These are the key concepts you need to understand to accurately answer the question.

Electric Potential
Electric potential is a fundamental concept in electromagnetism that represents the potential energy per unit charge at a point in space. It's caused by electric charge and is measured in volts. Imagine you are pushing a small, positively-charged particle against an electric field; the work needed to move this particle from one point to another defines the electric potential difference between those points.

Using the formula given in our exercise, V(x, y, z) = x^2 + xy^2 + yz, we see a three-dimensional representation of electric potential, where each term incorporates the interactions between charges along the x, y, and z axes. When we talk about determining the electric field, we're essentially looking for the force that a charge would experience due to this potential.
Gradient of Electric Potential
The gradient of electric potential is a vector that points in the direction of the greatest rate of increase of the potential. It has both magnitude and direction, and in the context of electric fields, it's crucially important because it defines the electric field itself, with the electric field (E) being the negative gradient of the electric potential (V).

In vector calculus, the gradient transforms a scalar field, like electric potential, into a vector field. In our example, finding the gradient of V(x, y, z) helps us determine the electric field at any point in that space. The negative sign in the electric field definition comes from the fact that electric fields do work against the electric potential.
Partial Derivatives
Partial derivatives play a central role in understanding how a function changes as each variable is varied independently. In our problem, we're analyzing an electric potential that depends on x, y, and z; thus, we find partial derivatives with respect to each coordinate.
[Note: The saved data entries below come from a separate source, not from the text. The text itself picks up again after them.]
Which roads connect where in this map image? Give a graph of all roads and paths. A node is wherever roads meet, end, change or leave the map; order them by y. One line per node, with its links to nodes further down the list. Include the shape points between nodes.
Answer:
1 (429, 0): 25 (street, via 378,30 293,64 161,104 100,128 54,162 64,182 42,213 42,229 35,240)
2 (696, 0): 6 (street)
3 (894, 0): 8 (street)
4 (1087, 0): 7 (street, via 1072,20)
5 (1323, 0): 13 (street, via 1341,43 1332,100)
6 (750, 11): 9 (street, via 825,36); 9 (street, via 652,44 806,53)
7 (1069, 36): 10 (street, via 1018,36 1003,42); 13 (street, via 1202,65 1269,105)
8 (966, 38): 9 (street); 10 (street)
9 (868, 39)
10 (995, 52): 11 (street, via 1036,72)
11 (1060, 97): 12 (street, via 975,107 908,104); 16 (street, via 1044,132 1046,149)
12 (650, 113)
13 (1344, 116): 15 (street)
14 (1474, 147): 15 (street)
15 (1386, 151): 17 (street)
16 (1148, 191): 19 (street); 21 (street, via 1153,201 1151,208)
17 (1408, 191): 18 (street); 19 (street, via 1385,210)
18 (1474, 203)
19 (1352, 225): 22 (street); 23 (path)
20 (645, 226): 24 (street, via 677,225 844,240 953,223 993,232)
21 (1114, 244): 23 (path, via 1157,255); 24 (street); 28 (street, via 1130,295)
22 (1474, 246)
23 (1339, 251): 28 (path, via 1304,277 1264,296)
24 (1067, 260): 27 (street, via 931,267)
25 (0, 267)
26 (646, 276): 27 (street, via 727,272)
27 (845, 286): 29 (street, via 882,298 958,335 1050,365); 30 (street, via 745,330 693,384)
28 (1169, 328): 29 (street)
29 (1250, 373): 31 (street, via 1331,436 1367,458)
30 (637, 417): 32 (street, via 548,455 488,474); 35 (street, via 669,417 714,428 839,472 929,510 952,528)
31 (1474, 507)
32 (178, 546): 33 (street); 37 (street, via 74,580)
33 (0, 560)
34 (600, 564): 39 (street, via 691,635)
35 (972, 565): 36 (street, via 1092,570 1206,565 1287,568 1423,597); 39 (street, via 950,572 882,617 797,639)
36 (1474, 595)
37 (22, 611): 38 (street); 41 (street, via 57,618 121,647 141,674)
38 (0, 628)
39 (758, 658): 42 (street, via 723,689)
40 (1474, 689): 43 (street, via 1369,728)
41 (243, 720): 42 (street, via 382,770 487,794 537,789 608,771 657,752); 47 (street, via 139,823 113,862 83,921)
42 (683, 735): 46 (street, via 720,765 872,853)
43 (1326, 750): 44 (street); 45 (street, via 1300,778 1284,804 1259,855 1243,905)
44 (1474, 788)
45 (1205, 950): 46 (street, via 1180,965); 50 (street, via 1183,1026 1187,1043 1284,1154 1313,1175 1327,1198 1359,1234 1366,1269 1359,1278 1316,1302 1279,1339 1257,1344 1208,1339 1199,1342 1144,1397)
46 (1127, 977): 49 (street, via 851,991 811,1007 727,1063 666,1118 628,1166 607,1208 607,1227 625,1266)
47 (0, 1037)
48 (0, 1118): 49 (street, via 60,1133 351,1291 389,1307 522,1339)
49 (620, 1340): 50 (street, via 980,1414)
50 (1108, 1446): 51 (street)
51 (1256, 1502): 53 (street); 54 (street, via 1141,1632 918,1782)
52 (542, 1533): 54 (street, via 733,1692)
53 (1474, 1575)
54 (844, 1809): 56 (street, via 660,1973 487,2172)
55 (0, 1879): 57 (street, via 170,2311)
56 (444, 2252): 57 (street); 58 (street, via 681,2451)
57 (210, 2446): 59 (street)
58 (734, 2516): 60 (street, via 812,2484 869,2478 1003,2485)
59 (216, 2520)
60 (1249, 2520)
The notation ∂V/∂x signifies how much V changes as x changes while keeping y and z constant. Similarly, ∂V/∂y and ∂V/∂z describe changes along the y and z axes, respectively. These derivatives reveal how a specific component of the electric potential changes in a specific direction, giving us a granular view of its behavior in space.
Vector Calculus
Vector calculus is a branch of mathematics dedicated to the study of vectors in multiple dimensions. It extends single-variable calculus (dealing with functions of one variable) into higher dimensions. This field includes operations like gradient, divergence, and curl.

The process of determining the gradient of the electric potential function and subsequently the electric field involves applying vector calculus principles. This methodology adds depth to our understanding by accounting for multi-directional changes and interrelationships between spatial components. Thus, while the electric potential function describes the energy landscape, vector calculus provides us with the tools to navigate and describe the force experienced by charges within this landscape.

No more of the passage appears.